Frankenstein is a gothic masterpiece and I love reading it every autumn season. I never knew much about the story, I (like most people) thought it was just about a reanimated monster. Frankenstein is so much more than that — and of course you realize Frankenstein is the doctor not the monster. Mary Shelley’s book is truly a masterpiece and I would highly recommend it for those enjoy philosophical content. It’s a novel that makes you reflect on life and just has such a wonderfully ~spooky~ element. Also — in my opinion: Frankenstein’s monster > Frankenstein, they’re just such an amazing character!!

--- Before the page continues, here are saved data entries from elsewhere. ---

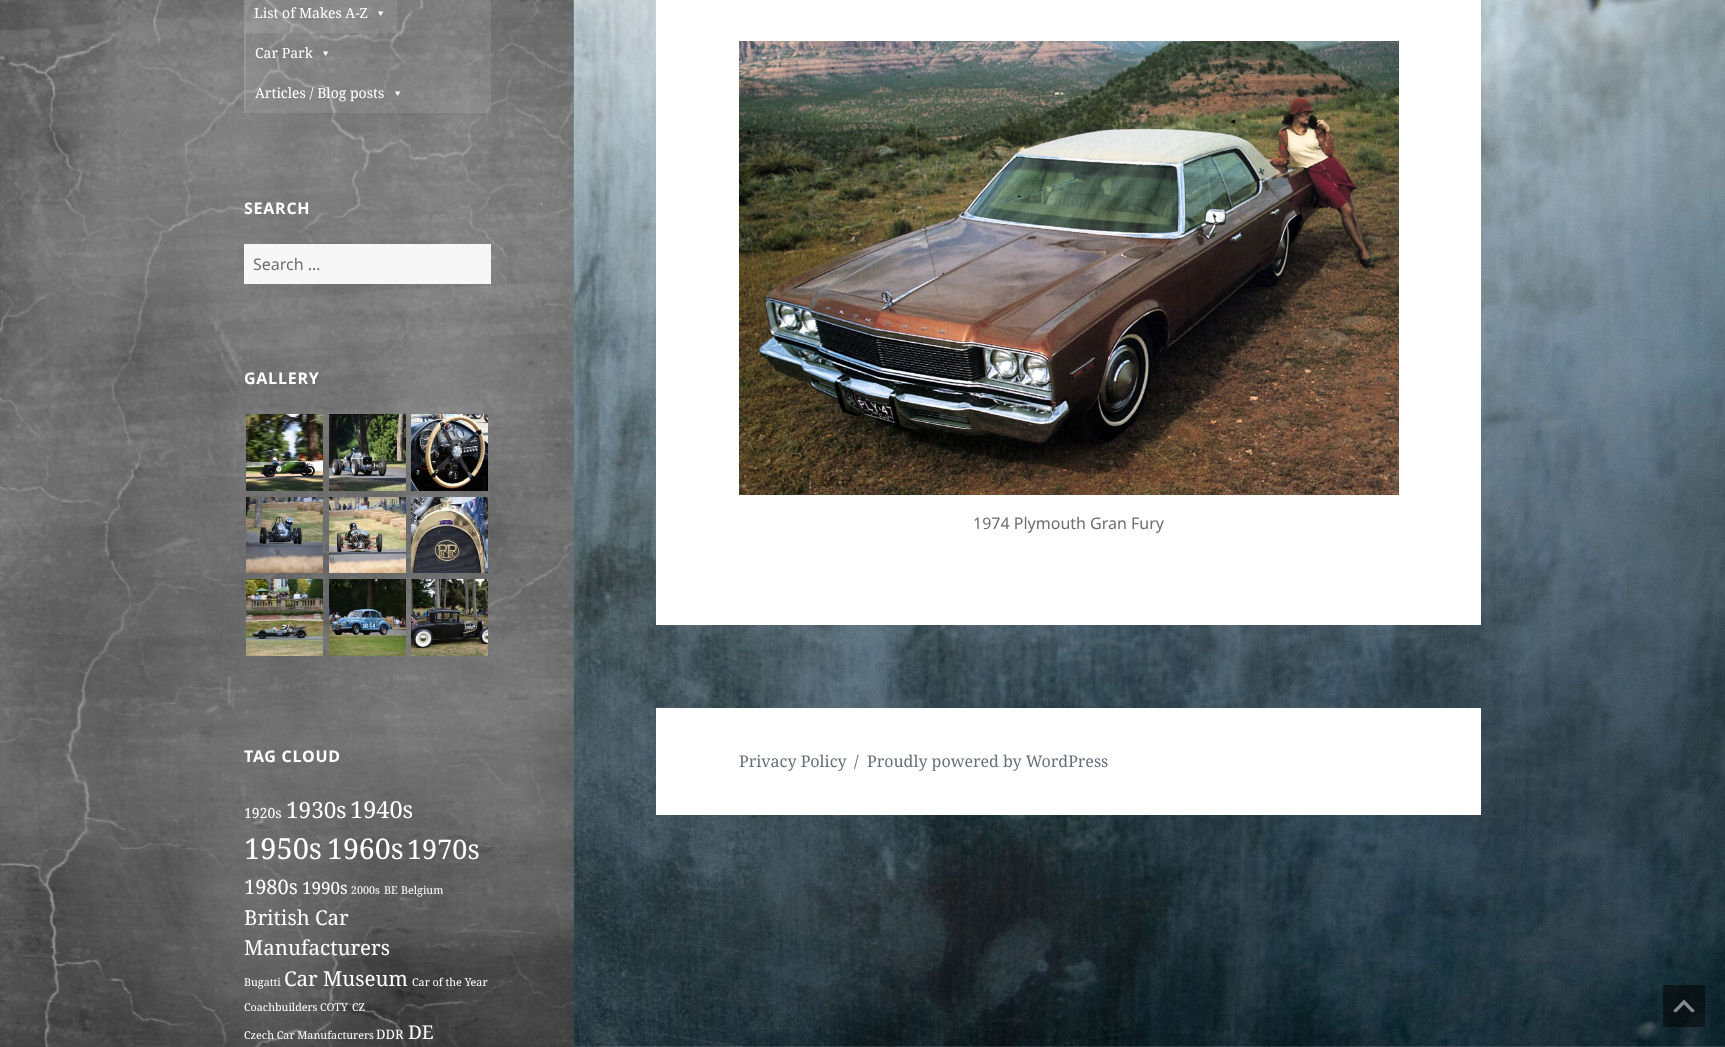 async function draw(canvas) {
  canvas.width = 1725;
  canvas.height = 1047;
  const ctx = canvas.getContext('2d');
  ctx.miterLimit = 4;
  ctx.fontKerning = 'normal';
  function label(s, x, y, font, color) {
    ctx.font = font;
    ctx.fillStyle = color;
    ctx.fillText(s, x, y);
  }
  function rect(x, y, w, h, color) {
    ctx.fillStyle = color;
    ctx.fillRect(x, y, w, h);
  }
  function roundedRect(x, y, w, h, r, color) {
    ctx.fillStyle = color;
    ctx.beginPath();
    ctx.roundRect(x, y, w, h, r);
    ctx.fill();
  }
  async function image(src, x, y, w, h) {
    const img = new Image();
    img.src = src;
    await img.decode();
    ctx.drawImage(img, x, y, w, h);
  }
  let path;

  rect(0, 0, 1725, 1047, '#fff');
  await image('assets/img1.png', 573, 0, 1152, 1047);
  await image('assets/img2.png', 0, 0, 574, 1047);
  rect(244, 0, 247, 113, '#ffffff1a');
  rect(244, 0, 153, 33, '#ffffff1a');
  label('List of Makes A-Z', 254, 18, '14px Noto Serif', '#fff');
  path = new Path2D('M383.5 11.5L380.5 16L378 11.5Z');
  ctx.fill(path);
  rect(245, 33, 1, 40, '#ffffff1a');
  rect(244, 33, 1, 40, '#ffffff1a');
  label('Car Park', 255, 58, '14px Noto Serif', '#fff');
  path = new Path2D('M328.5 51.5L325.5 56L323 51.5Z');
  ctx.fill(path);
  rect(245, 73, 1, 40, '#ffffff1a');
  rect(244, 73, 1, 40, '#ffffff1a');
  label('Articles / Blog posts', 255, 98, '14px Noto Serif', '#fff');
  path = new Path2D('M400.5 91.5L397.5 96L395 91.5Z');
  ctx.fill(path);
  ctx.letterSpacing = '0.75px';
  label('SEARCH', 244, 214, 'bold 16px Noto Sans', '#fff');
  rect(244, 244, 247, 40, '#f7f7f7');
  ctx.letterSpacing = '0px';
  label('Search …', 253, 270, '16px Noto Sans', '#6e6e6e');
  ctx.letterSpacing = '0.75px';
  label('GALLERY', 244, 384, 'bold 16px Noto Sans', '#fff');
  await image('assets/img3.png', 246, 414, 77, 77);
  await image('assets/img4.png', 329, 414, 77, 77);
  await image('assets/img5.png', 411, 414, 77, 77);
  await image('assets/img6.png', 246, 497, 77, 76);
  await image('assets/img7.png', 329, 497, 77, 76);
  await image('assets/img8.png', 411, 497, 77, 76);
  await image('assets/img9.png', 246, 579, 77, 77);
  await image('assets/img10.png', 329, 579, 77, 77);
  await image('assets/img11.png', 411, 579, 77, 77);
  label('TAG CLOUD', 244, 762, 'bold 16px Noto Sans', '#fff');
  ctx.letterSpacing = '0px';
  label('1920s', 244, 818, '14px Noto Serif', '#fff');
  label('1930s', 286, 818, '22.5px Noto Serif', '#fff');
  label('1940s', 350, 818, '23.5px Noto Serif', '#fff');
  label('1950s', 244, 859, '29px Noto Serif', '#fff');
  label('1960s', 327, 859, '28.5px Noto Serif', '#fff');
  label('1970s', 407, 859, '27px Noto Serif', '#fff');
  label('1980s', 244, 894, '20px Noto Serif', '#fff');
  label('1990s', 302, 894, '17px Noto Serif', '#fff');
  label('2000s', 351, 894, '10.75px Noto Serif', '#fff');
  label('BE', 384, 894, '10.75px Noto Serif', '#fff');
  label('Belgium', 401, 894, '10.75px Noto Serif', '#fff');
  label('British Car', 244, 925, '20.5px Noto Serif', '#fff');
  label('Manufacturers', 244, 955, '20.5px Noto Serif', '#fff');
  label('Bugatti', 244, 986, '10.75px Noto Serif', '#fff');
  label('Car Museum', 284, 986, '20.5px Noto Serif', '#fff');
  label('Car of the Year', 412, 986, '10.75px Noto Serif', '#fff');
  label('Coachbuilders', 244, 1011, '10.75px Noto Serif', '#fff');
  label('COTY', 320, 1011, '10.75px Noto Serif', '#fff');
  label('CZ', 352, 1011, '10.75px Noto Serif', '#fff');
  label('Czech Car Manufacturers', 244, 1039, '10.75px Noto Serif', '#fff');
  label('DDR', 376, 1039, '13px Noto Serif', '#fff');
  label('DE', 408, 1039, '19px Noto Serif', '#fff');
  rect(656, 0, 825, 625, '#fff');
  await image('assets/img12.png', 739, 41, 660, 454);
  label('1974 Plymouth Gran Fury', 973, 529, '16px Noto Sans', '#6e6e6e');
  rect(656, 708, 825, 107, '#fff');
  label('Privacy Policy', 739, 767, '16px Noto Serif', '#646f79');
  label('/', 854, 767, '16px Noto Serif', '#646f79');
  label('Proudly powered by WordPress', 867, 767, '16px Noto Serif', '#646f79');
  roundedRect(1663, 985, 42, 42, 2, '#00000080');
  ctx.fillStyle = '#ffffff80';
  path = new Path2D('M1692 1012.5L1684 1004.5L1676 1012.5L1673 1011L1684 999.5L1695 1011Z');
  ctx.fill(path);
}

draw(document.querySelector('canvas'));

9. Pride and Prejudice by Jane Austen

This could be debatable. Personally, I don’t know if it’s my absolute favorite Jane Austen novel, but it’s definitely the most classic, and if you get confused just go watch the 2005 movie to clear things up and cry over Mr. Darcy!! Classics can be tricky to get through, and Pride & Prejudice is no exception. However, it’s a great stepping stone for the genre of classic literature because it encompasses the elegance, complexity, and humor of the genre. Not to mention having one of the most iconic enemies-to-lovers relationships in all of literature.

10. The Hobbit by J.R.R Tolkien

It was written as a children’s book! It’s very easy to read! But it still has hobbits, and elves, and dragons, and all the majesties Middle Earth has to offer! If you’re intrigued by fantasy, The Hobbit — like Dune for science fiction — is a wonderful place to start (although The Hobbit is much more palatable than Dune for most readers). The adventure Bilbo goes on is classic and full of suspense, jovial singing, and awe-inspiring creatures and encounters. Not to mention one of my favorite dragons in literature — Smaug.

Final Thoughts:

You don’t have to read any of these books, they may not be your taste, but I hope it inspires a jumping point if you’re new to the wonderful world of reading. There are so many choices out there that it can be hard to narrow down what you want to try, so my hope is that this could be a little tasting for you. Do what you will with it, and if nothing strikes your fancy, let me know! I firmly believe there is a book out there for everyone.